In order to simulate the arrival of new data, I selected several nodes such as Row Sampling, Normalizer (Apply), and Cluster Assigner.
Cluster Analysis Part
This section discusses the denormalization of the cluster center using the denormalizer node and color-coded identification. Additionally, the categorization of data features are based on size ranges and are illustrated in the two Box Plot.
For instance, cluster_0 indicated low purchase and installments, but high cash advance and transactions. In contrast, cluster_1 showcased higher purchase, one-off purchase, balance, credit limit, and payments. Cluster_2, on the other hand, is more average, and requires more in-depth analysis.
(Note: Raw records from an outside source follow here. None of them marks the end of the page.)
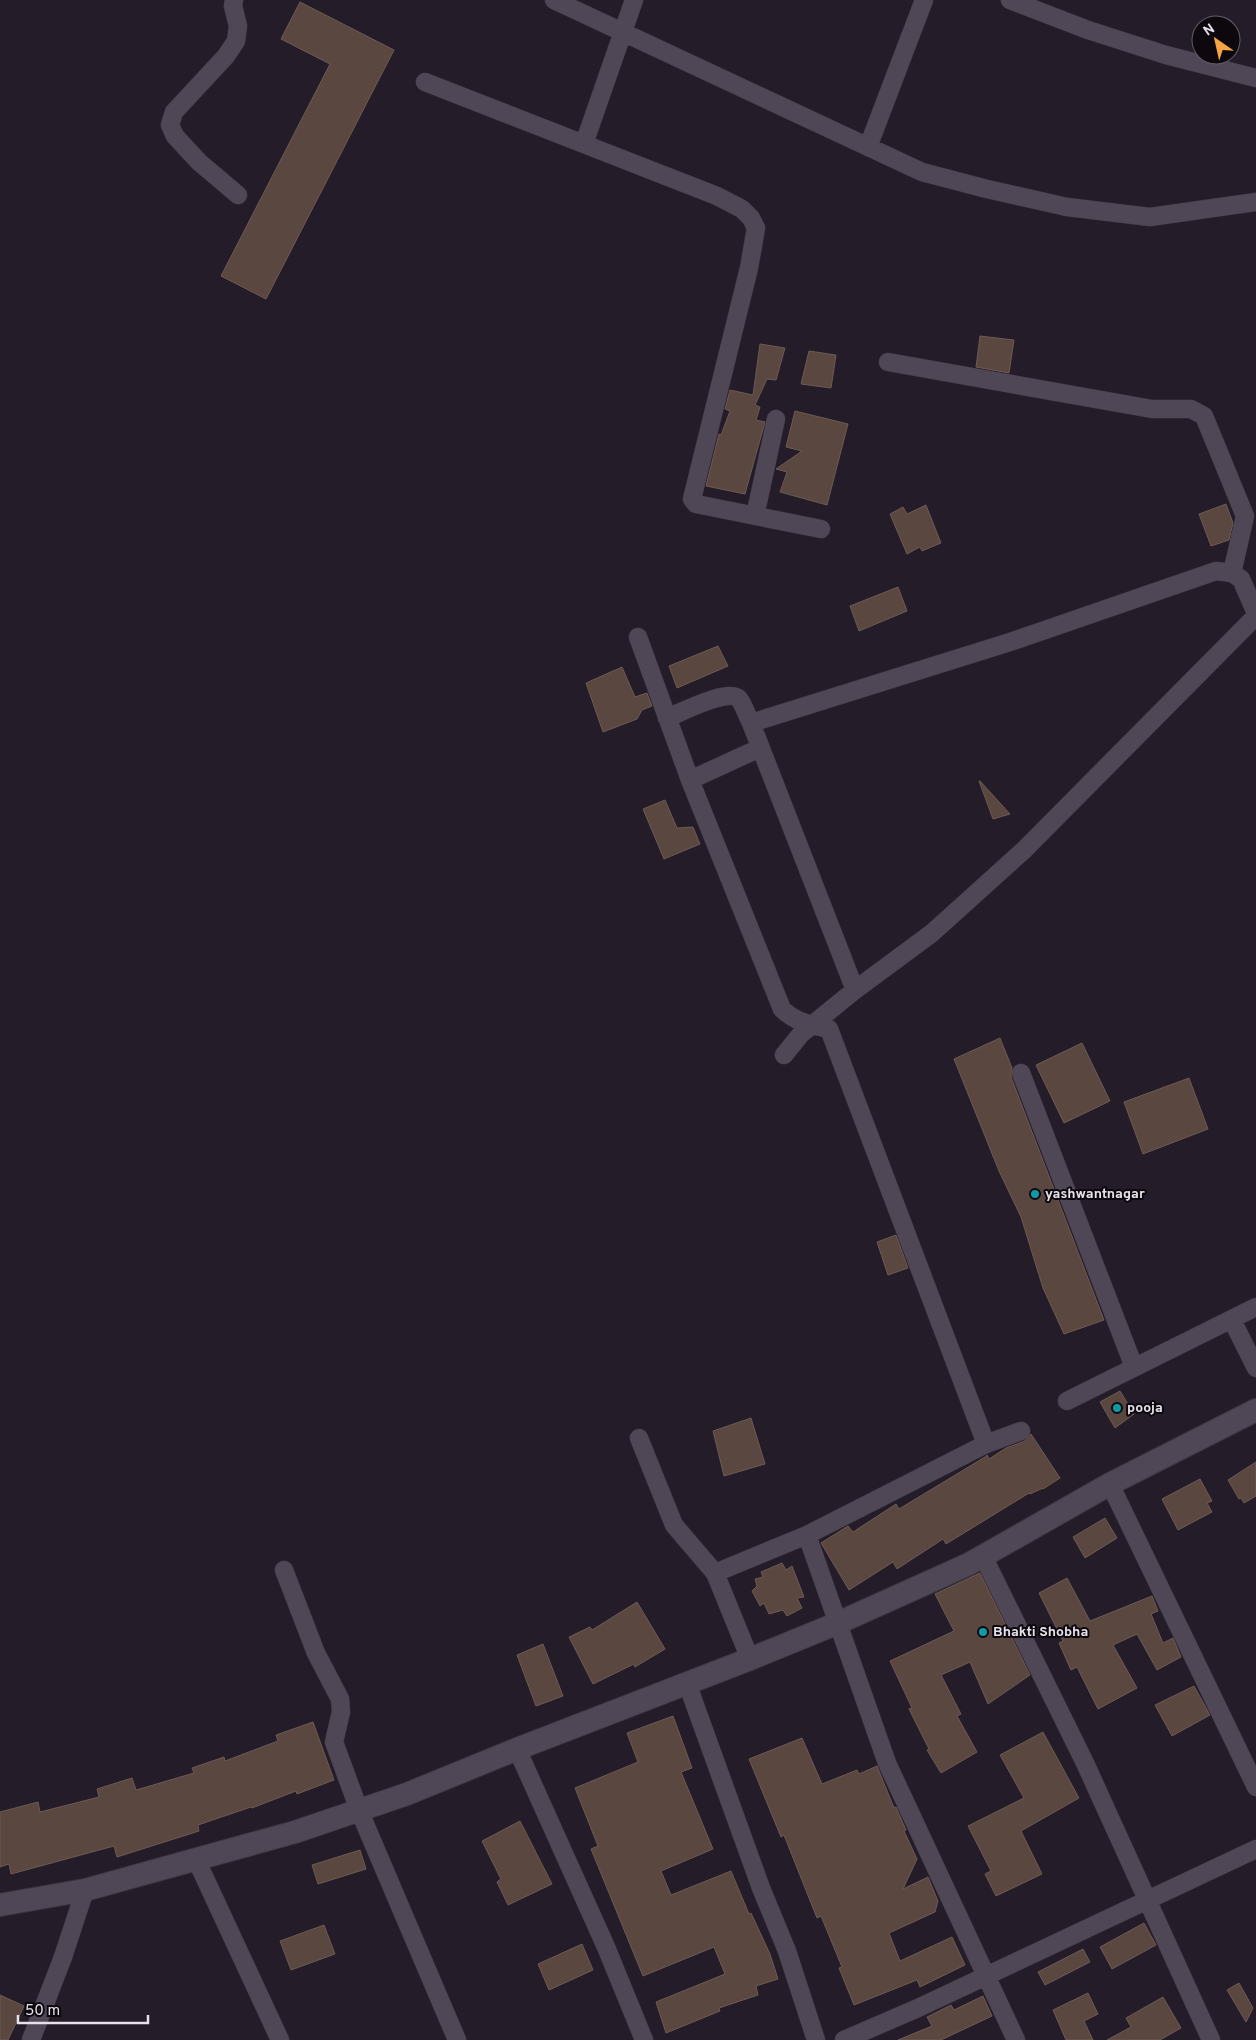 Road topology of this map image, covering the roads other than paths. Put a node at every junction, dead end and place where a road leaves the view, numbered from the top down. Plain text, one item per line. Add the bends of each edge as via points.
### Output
1 (234, 0) edge
2 (554, 0) edge
3 (634, 0) edge
4 (924, 0) edge
5 (1010, 0) edge
6 (623, 32) junction
7 (1256, 78) edge
8 (425, 82) dead end
9 (584, 144) junction
10 (868, 147) junction
11 (238, 195) dead end
12 (1256, 202) edge
13 (888, 362) dead end
14 (776, 419) dead end
15 (755, 516) junction
16 (821, 529) dead end
17 (1232, 573) junction
18 (1256, 614) edge
19 (638, 637) dead end
20 (667, 718) junction
21 (751, 723) junction
22 (760, 748) junction
23 (690, 780) junction
24 (855, 990) junction
25 (812, 1025) junction
26 (784, 1055) dead end
27 (1021, 1073) dead end
28 (1256, 1307) edge
29 (1232, 1320) junction
30 (1134, 1367) junction
31 (1256, 1368) edge
32 (1067, 1401) dead end
33 (1256, 1410) edge
34 (1021, 1431) dead end
35 (639, 1438) dead end
36 (986, 1444) junction
37 (1110, 1484) junction
38 (808, 1535) junction
39 (983, 1556) junction
40 (284, 1570) dead end
41 (714, 1573) junction
42 (838, 1623) junction
43 (750, 1659) junction
44 (688, 1683) junction
45 (517, 1749) junction
46 (1256, 1787) edge
47 (359, 1810) junction
48 (1256, 1849) edge
49 (196, 1859) junction
50 (85, 1890) junction
51 (1148, 1901) junction
52 (0, 1905) edge
53 (986, 1977) junction
54 (1009, 2038) edge
55 (31, 2040) edge
56 (280, 2040) edge
57 (457, 2040) edge
58 (644, 2040) edge
59 (816, 2040) edge
60 (844, 2040) edge
61 (1212, 2040) edge

1 - 11 street via 238,26 236,42 174,112 170,125 175,136 199,162
2 - 6 street
3 - 6 street
4 - 10 street
5 - 7 street via 1166,55
6 - 9 street
6 - 10 street
8 - 9 street
9 - 15 street via 717,196 742,209 756,228 692,499 696,504
10 - 12 street via 922,172 1067,207 1150,217
13 - 17 street via 1152,409 1191,409 1204,416 1245,516
14 - 15 street
15 - 16 street
17 - 18 street via 1242,579
17 - 21 street via 1216,571 1010,642
18 - 24 street via 1024,850 932,933
19 - 20 street
20 - 21 street via 732,694 739,698
20 - 23 street
21 - 22 street
22 - 23 street
22 - 24 street
23 - 25 street via 782,1009 789,1017
24 - 25 street
25 - 26 street
25 - 36 street via 829,1029
27 - 30 street
28 - 29 street
29 - 30 street
29 - 31 street
30 - 32 street
33 - 37 street
34 - 36 street
35 - 41 street via 674,1525
36 - 38 street
37 - 39 street
37 - 46 street
38 - 41 street
38 - 42 street
39 - 42 street
39 - 51 street via 1085,1763
40 - 47 street via 316,1654 340,1699 341,1712 334,1742
41 - 43 street
42 - 43 street
42 - 53 street via 887,1763
43 - 44 street
44 - 45 street
44 - 59 street via 761,1888 787,1951
45 - 47 street
45 - 58 street
47 - 49 street via 295,1832
47 - 57 street
48 - 51 street
49 - 50 street
49 - 56 street
50 - 52 street
50 - 55 street
51 - 53 street
51 - 61 street
53 - 54 street
53 - 60 street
The analysis suggests that cluster_0 users primarily use credit cards for cash advances and less frequently for purchases. For credit company, the next step should include methods to encourage credit card use for purchases. On the other hand, cluster_1 features high-value users that require additional features or personalized interests to retain them.
More work needs to be done to refine the analysis, such as exploring the balance-to-credit-limit ratio, purchase-to-balance ratio, and employing more advanced clustering algorithms. However, for this analysis, this is sufficient.
KNIME's official answer is simpler and better interpreted, it uses only a few features and goes for clustering, and the clustering metrics are indeed a bit better.